The stink of the room was intolerable. Damp, where before it had been dry, dusty. Meaty, like the sausage smell on your Yaya’s hands when she smacks you for lying. Sour, like the breath of the mistake you awaken next to, the day after payday. Rotten and spoiled. The walls were dark smears, and the wooden cases, cracked, the front facings peeling outward in curls. And inside, soot, and here and there the soiled line of a little pin. The specimens themselves were blown away into the wind and the water, along with the cards, and the books. They’d been dead for ages. Now they were gone.
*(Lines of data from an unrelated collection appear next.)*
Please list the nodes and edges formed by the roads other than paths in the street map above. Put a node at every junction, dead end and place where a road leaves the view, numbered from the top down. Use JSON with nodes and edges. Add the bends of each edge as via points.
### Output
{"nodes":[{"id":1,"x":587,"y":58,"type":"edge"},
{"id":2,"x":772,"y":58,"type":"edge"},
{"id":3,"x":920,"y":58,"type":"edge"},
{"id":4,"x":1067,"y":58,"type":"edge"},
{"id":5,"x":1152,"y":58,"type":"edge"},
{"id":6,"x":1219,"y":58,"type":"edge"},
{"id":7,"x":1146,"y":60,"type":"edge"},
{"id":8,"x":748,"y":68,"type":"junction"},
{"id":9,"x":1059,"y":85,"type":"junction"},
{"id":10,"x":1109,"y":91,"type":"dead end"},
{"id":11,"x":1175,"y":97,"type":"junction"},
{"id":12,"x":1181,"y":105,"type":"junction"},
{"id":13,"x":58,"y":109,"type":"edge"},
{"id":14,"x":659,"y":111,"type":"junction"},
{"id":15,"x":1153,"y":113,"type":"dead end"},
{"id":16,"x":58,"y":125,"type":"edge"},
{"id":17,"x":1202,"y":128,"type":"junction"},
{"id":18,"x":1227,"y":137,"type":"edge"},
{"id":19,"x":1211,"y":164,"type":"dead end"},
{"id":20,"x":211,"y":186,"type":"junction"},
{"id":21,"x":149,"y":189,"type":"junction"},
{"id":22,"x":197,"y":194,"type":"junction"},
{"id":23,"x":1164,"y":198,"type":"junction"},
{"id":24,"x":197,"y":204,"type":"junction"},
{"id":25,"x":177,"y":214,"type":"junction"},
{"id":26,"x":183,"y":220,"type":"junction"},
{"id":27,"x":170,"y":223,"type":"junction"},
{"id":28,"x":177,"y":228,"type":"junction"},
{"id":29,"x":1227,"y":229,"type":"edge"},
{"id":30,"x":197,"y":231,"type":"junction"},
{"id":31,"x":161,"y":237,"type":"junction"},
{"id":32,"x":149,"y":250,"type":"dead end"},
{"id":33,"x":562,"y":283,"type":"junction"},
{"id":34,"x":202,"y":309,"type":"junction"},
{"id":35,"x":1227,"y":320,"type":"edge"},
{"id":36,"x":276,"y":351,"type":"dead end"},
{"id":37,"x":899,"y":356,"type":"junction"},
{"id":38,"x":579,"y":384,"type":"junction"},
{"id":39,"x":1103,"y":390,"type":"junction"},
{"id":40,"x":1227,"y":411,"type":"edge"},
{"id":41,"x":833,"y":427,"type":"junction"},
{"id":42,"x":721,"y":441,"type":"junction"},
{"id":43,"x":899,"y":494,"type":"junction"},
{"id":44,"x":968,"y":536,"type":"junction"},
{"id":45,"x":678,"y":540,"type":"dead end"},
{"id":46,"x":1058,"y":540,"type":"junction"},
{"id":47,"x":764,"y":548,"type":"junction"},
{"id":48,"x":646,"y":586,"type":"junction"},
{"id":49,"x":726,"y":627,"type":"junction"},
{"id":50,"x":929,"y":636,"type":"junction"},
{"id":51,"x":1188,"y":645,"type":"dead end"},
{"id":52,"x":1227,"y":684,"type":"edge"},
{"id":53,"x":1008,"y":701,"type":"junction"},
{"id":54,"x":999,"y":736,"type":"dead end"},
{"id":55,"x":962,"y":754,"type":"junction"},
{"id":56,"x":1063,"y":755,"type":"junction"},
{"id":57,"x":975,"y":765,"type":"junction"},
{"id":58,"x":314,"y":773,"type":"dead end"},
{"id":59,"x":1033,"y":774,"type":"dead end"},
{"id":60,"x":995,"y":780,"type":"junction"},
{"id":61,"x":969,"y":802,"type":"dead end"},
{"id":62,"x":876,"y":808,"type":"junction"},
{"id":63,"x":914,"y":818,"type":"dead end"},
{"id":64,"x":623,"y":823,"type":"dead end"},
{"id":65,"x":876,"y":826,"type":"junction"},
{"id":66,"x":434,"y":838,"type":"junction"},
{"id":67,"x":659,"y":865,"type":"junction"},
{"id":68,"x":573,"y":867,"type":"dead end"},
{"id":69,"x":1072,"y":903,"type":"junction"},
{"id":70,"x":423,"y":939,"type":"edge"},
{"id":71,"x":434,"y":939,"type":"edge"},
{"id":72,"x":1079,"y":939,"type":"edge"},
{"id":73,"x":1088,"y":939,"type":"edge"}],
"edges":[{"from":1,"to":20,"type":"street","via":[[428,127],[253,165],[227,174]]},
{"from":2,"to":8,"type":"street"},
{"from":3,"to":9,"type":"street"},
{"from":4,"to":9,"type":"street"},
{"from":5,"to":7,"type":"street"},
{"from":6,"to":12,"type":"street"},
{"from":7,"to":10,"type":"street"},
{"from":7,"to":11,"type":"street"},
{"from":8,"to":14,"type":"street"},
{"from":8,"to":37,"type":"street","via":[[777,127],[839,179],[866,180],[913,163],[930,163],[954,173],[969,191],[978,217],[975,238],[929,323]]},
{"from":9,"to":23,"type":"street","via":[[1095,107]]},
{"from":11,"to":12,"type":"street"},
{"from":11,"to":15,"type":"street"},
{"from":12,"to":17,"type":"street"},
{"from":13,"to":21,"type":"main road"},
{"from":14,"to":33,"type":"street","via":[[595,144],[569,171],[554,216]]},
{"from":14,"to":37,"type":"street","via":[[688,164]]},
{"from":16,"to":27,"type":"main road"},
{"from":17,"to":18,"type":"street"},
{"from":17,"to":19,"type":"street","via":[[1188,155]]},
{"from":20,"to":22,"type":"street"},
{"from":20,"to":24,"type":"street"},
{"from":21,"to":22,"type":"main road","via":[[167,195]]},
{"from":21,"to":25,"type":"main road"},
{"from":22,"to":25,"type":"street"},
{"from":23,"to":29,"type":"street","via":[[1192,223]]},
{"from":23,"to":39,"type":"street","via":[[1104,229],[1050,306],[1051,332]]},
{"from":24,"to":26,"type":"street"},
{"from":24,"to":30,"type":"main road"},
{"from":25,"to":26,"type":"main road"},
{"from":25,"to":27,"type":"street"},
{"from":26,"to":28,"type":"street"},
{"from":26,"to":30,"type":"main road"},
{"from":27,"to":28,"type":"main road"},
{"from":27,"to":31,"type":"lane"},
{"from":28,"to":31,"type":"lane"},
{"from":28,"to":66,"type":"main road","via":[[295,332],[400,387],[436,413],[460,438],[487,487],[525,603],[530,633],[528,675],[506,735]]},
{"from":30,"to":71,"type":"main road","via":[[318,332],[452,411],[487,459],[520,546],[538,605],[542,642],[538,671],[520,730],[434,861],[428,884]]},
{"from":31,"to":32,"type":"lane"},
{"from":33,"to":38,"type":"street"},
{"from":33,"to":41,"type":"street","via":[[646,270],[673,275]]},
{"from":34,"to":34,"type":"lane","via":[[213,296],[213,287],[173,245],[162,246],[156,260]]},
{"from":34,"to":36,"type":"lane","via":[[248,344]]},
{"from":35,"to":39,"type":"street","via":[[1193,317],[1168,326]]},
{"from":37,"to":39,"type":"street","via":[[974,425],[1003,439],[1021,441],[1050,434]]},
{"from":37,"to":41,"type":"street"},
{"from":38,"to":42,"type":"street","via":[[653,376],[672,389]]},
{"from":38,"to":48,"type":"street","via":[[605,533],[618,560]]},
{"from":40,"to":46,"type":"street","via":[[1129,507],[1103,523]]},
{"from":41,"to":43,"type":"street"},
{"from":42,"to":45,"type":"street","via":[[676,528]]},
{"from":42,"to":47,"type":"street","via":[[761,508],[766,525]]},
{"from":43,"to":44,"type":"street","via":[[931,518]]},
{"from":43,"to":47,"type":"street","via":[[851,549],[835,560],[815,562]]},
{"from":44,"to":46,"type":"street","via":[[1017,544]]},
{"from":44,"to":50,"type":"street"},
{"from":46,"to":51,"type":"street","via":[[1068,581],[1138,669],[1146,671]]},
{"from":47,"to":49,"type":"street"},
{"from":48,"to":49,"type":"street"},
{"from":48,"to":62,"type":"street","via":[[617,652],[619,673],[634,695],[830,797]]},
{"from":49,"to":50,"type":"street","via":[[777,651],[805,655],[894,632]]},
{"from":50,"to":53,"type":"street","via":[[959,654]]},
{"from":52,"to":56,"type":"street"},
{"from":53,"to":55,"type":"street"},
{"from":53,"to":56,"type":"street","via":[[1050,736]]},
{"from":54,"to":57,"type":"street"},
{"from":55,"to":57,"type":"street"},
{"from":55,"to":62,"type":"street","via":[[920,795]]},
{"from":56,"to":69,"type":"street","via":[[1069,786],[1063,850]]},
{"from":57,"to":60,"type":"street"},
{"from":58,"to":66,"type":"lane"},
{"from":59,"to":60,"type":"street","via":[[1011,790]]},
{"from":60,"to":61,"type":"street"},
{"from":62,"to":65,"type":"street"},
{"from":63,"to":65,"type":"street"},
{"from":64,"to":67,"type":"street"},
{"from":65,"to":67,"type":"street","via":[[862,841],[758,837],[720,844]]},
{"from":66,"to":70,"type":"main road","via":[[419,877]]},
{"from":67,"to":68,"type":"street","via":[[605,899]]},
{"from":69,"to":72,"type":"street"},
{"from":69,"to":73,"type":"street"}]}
And I felt… nothing. Nothing is what I felt.
I looked, I searched for meaning, but I couldn’t find the path to it. One hundred and thirty-seven years of collecting, cataloguing, comparing and annotating. Each miniscule item meticulously identified with kingdom, phylum, class, order, family, genus, species, each of these a step from root to trunk to limb to branch to twig to leaf. There had to be a path. Each thing was unique and uniquely perfect, each defined by its place on the tree. There, life lived, humming with relationships and comparisons.
Here in the soot, there was chaos, and I couldn’t feel it. I just stood in the room and saw the world fragment and scatter and fall outward. Fingers without hands. Sheets unraveled. Strangers with no names and no past, no future.